JAKARTA, KOMPAS – Pengimplementasian jalan tengah di bidang politik memerlukan keterbukaan dalam mencari dan melihat pilihan-pilihan lain di luar pihak yang terlibat. Dalam hal ini, Indonesia telah menunjukkan sikapnya sejak masa kemerdekaan.
Duta Besar Republik Indonesia untuk Perserikatan Bangsa-Bangsa periode 2004-2007, Makarim Wibisono, menyampaikan, konsep jalan tengah bukan hanya sekedar konsep, namun harus diimplementasikan. Indonesia pun telah menunjukkan konsep jalan tengah melalui politik bebas aktif.
“Kesulitan dalam menerapkan konsep jalan tengah di dalam politik adalah sikap ketidakberpihakan yang membuat kita harus memilih jalan sendiri. Maka, dalam mengatasi setiap persoalan dibutuhkan kerja sama antara pemerintah dan masyarakat untuk menentukan sikap,” kata Makarim, di Jakarta, Rabu (15/8/2018).
Dalam acara World Peace Forum ke-7, pada sesi kelima bertemakan “The Middle Path: Implementation in Politics”, Makarim mengatakan, dalam upaya memelihara perdamaian dan keamanan, dibutuhkan sikap inklusivitas melalui dialog dan diskusi. Cara ini membuat setiap pihak dapat menyampaikan persoalannya sehingga akar permasalahan dapat ditemukan.
“Semua konflik berawal dari pikiran. Maka dibutuhkan duduk bersama dan sikap mendengarkan sehingga dapat menentukan jalan keluar yang terbaik,” kata Makarim.

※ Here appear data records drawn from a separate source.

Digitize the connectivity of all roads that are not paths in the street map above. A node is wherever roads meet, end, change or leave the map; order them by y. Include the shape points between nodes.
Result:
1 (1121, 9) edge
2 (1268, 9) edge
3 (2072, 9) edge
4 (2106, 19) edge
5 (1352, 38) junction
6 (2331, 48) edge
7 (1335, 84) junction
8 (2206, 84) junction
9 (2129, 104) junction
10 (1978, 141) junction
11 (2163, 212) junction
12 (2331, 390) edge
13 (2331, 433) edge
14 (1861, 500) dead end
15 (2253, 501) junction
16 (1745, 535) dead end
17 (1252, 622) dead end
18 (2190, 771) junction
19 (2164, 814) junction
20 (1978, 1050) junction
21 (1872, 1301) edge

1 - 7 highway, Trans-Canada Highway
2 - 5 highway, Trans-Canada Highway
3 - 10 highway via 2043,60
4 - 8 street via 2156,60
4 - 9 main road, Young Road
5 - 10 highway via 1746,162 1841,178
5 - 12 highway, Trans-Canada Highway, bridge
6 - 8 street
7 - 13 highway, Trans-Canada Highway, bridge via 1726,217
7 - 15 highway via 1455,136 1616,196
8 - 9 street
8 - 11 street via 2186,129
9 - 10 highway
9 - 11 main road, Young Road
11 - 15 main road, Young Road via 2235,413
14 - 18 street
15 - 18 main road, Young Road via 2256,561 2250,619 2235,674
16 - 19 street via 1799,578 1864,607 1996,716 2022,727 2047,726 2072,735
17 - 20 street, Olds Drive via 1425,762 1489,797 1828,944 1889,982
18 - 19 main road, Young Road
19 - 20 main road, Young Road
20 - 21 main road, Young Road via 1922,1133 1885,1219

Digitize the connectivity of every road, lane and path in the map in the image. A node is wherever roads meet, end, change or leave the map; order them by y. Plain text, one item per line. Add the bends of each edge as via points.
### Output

Hal senada disampaikan oleh Professor of Poltical Sciences at University Paris, Delphine Alles. Menurutnya, penerapan konsep jalan tengah dalam politik tidaklah mudah.

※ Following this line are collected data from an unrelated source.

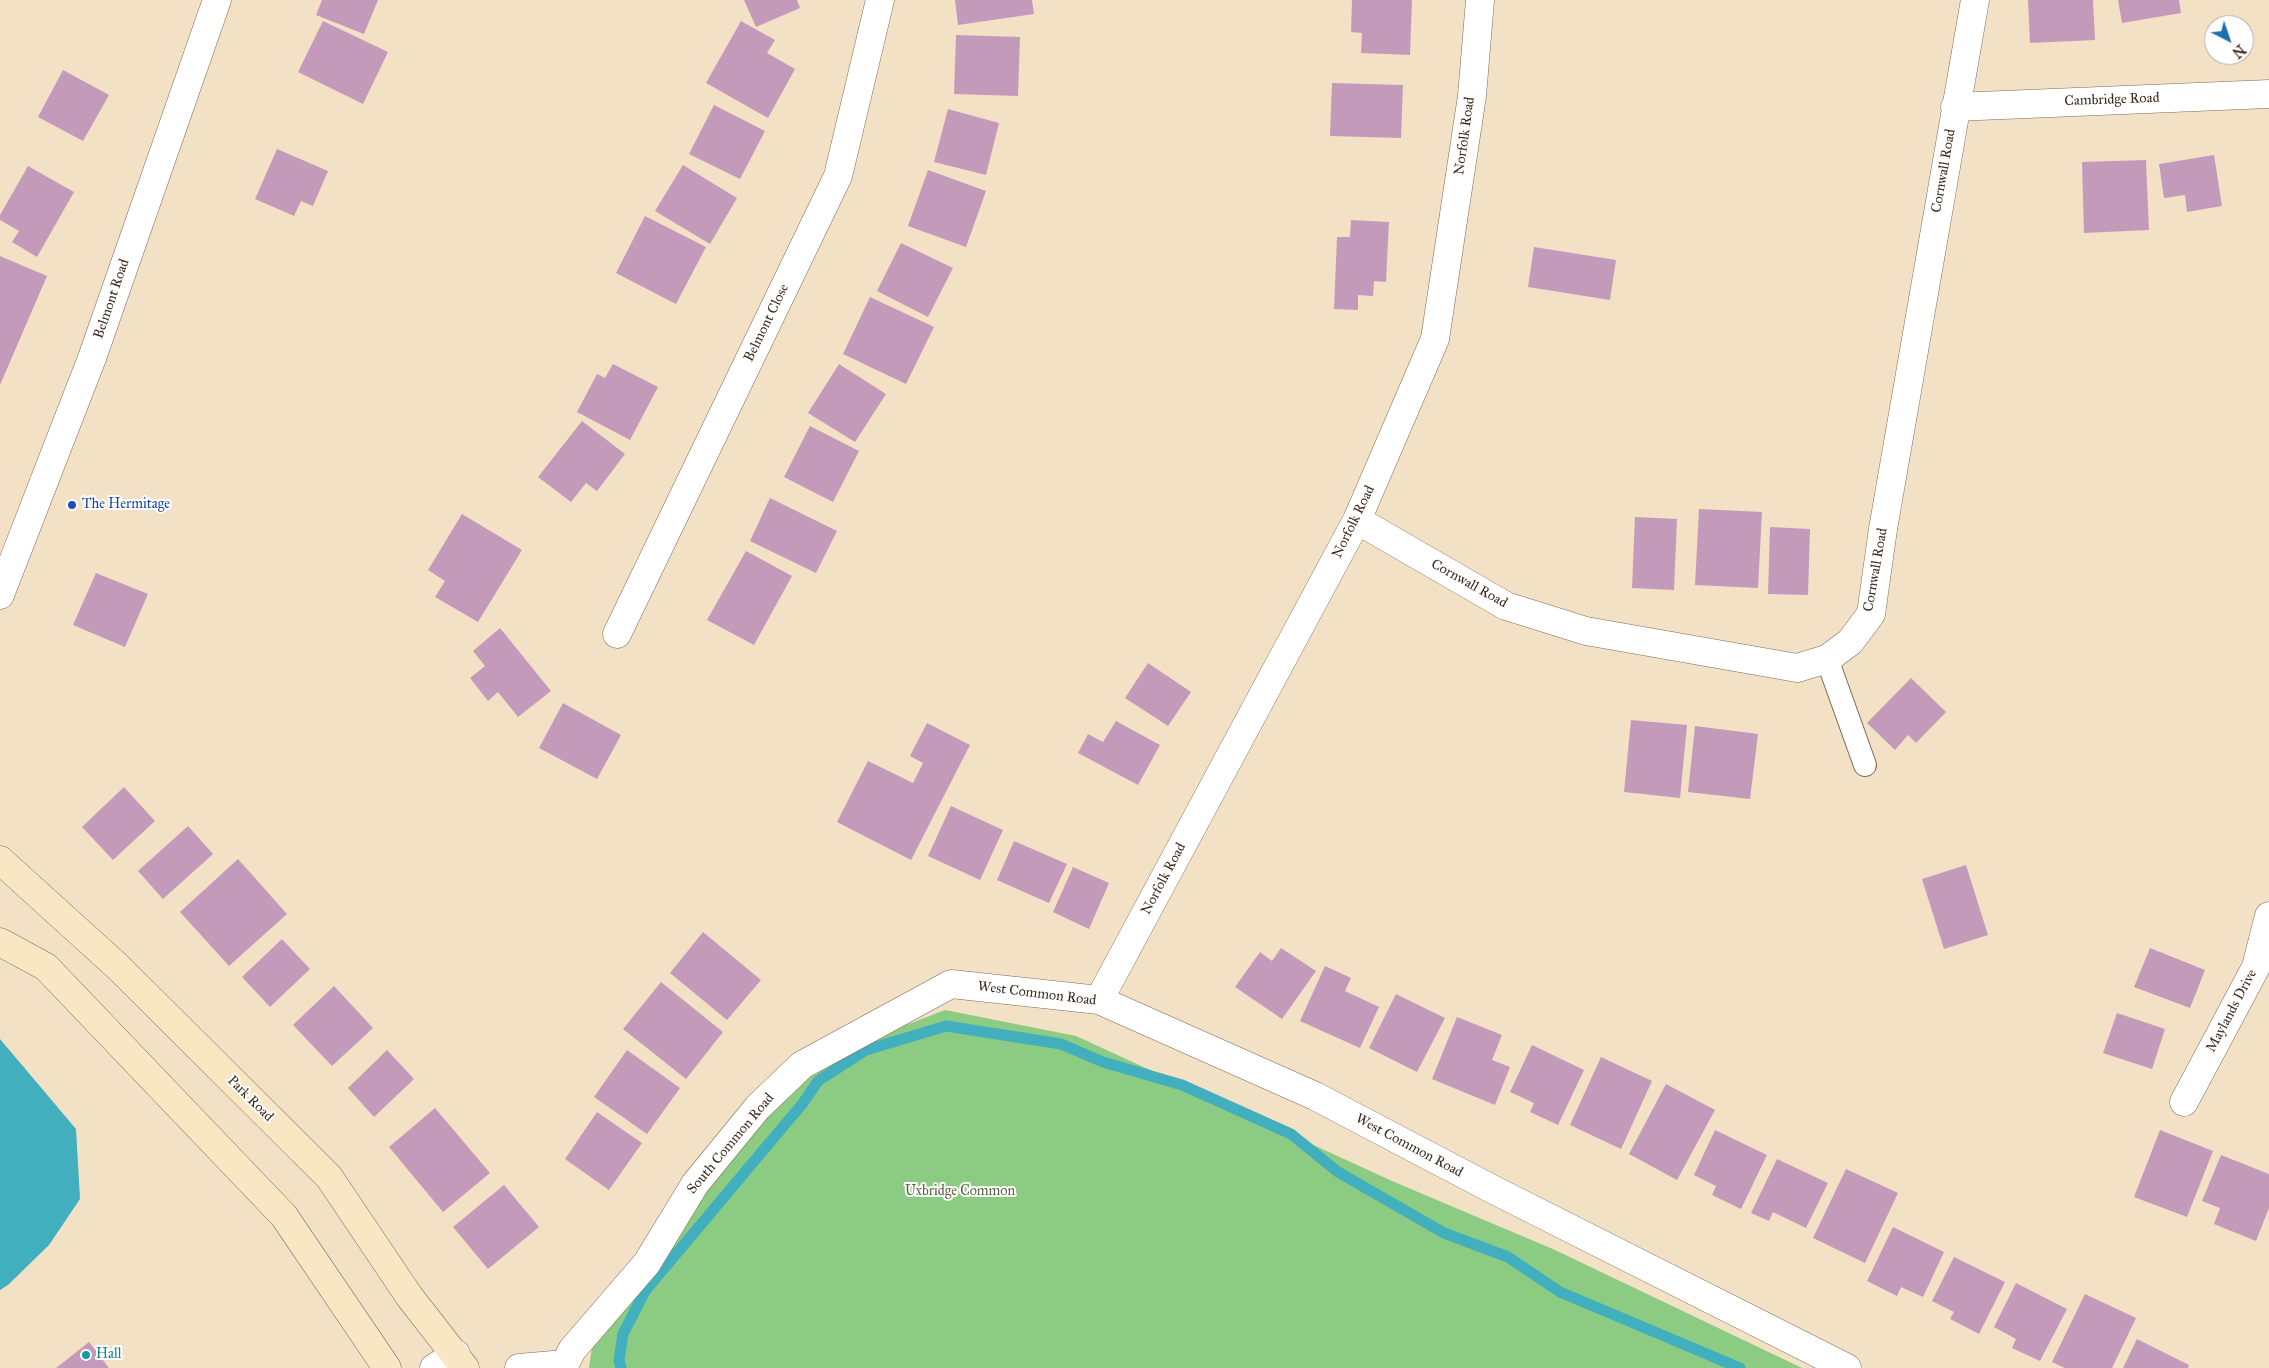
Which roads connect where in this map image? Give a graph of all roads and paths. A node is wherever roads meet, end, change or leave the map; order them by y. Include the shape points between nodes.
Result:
1 (217, 0) edge
2 (880, 0) edge
3 (1480, 0) edge
4 (1975, 0) edge
5 (2269, 94) edge
6 (1955, 107) junction
7 (1357, 520) junction
8 (0, 595) edge
9 (617, 634) dead end
10 (1827, 660) junction
11 (1865, 765) dead end
12 (0, 860) edge
13 (2269, 916) edge
14 (0, 942) edge
15 (951, 984) joint
16 (1099, 1000) junction
17 (2184, 1102) dead end
18 (452, 1363) edge
19 (564, 1366) edge
20 (386, 1368) edge
21 (519, 1368) edge
22 (1847, 1368) edge

1 - 8 street, Belmont Road via 92,358
2 - 9 street, Belmont Close via 838,176
3 - 7 street, Norfolk Road via 1472,96 1436,339
4 - 6 street, Cornwall Road
5 - 6 street, Cambridge Road
6 - 10 street, Cornwall Road via 1885,519 1872,614 1850,642
7 - 10 street, Cornwall Road via 1506,606 1586,631 1797,668
7 - 16 street, Norfolk Road
10 - 11 lane
12 - 18 main road, Park Road via 117,966 329,1177
13 - 17 street, Maylands Drive via 2256,967
14 - 20 main road via 46,967 284,1216
15 - 16 street, West Common Road
15 - 19 street, South Common Road via 802,1065 758,1107 695,1184 647,1263 572,1350
16 - 22 street, West Common Road via 1315,1096
19 - 21 street, South Common Road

“Sebagai sebuah metode, konsep jalan tengah harus diimplemantasikan dengan cara mendengar lebih banyak. Tujuannya untuk mendapatkan akar masalah sehingga solusi dalam aksi nyata dapat dilakukan,” kata Delphine.

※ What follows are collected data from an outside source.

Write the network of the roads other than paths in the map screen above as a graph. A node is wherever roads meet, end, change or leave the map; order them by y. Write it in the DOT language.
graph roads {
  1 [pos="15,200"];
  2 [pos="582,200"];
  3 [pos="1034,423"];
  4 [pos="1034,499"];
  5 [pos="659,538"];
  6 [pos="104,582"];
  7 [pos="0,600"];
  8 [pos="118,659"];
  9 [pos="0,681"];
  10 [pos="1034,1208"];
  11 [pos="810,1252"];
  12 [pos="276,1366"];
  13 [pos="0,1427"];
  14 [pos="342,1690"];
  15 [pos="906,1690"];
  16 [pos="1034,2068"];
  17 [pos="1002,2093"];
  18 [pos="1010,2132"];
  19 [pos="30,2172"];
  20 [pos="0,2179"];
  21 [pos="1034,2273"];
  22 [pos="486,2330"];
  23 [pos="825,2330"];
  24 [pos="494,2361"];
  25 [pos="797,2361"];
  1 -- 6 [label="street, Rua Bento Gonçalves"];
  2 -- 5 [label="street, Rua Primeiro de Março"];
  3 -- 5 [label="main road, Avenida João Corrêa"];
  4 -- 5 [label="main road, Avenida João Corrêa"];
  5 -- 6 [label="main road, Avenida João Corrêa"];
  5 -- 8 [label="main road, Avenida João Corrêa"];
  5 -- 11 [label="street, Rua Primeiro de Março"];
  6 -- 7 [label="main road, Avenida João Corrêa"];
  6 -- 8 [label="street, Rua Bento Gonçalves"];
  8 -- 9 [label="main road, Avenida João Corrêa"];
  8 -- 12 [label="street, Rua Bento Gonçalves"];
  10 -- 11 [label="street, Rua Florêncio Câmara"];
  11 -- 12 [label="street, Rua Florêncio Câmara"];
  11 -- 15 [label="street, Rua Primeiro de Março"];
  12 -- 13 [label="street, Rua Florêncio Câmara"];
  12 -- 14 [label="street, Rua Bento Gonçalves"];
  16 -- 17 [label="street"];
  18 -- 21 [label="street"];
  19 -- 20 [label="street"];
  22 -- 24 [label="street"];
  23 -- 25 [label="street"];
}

Islam Wasathiyah dalam Politik
Staf khusus Wakil Presiden Republik Indonesia, Azyumardi Azra, mengatakan, kekhasan politik Indonesia dalam kaitannya dengan Islam Wasathiyah adalah menetapkan Pancasila sebagai dasar negara.
“Meskipun 88 persen dari total penduduk Indonesia adalah Muslim, namun Indonesia bukan negara Islam. Dasar negara pun tetap berpegang teguh pada Pancasila. Hal ini menunjukkan, Pancasila sebagai dasar begara yang bersahabat dengan agama,” kata Azyumardi.
Terutama pada sila pertama yaitu, Ketuhanan yang Maha Esa. Oleh karena itu, kekerasan dan pemberontakan politik di Indonesia jauh lebih sedikit dibandingkan dengan negara-negara Muslim lain di Timur Tengah.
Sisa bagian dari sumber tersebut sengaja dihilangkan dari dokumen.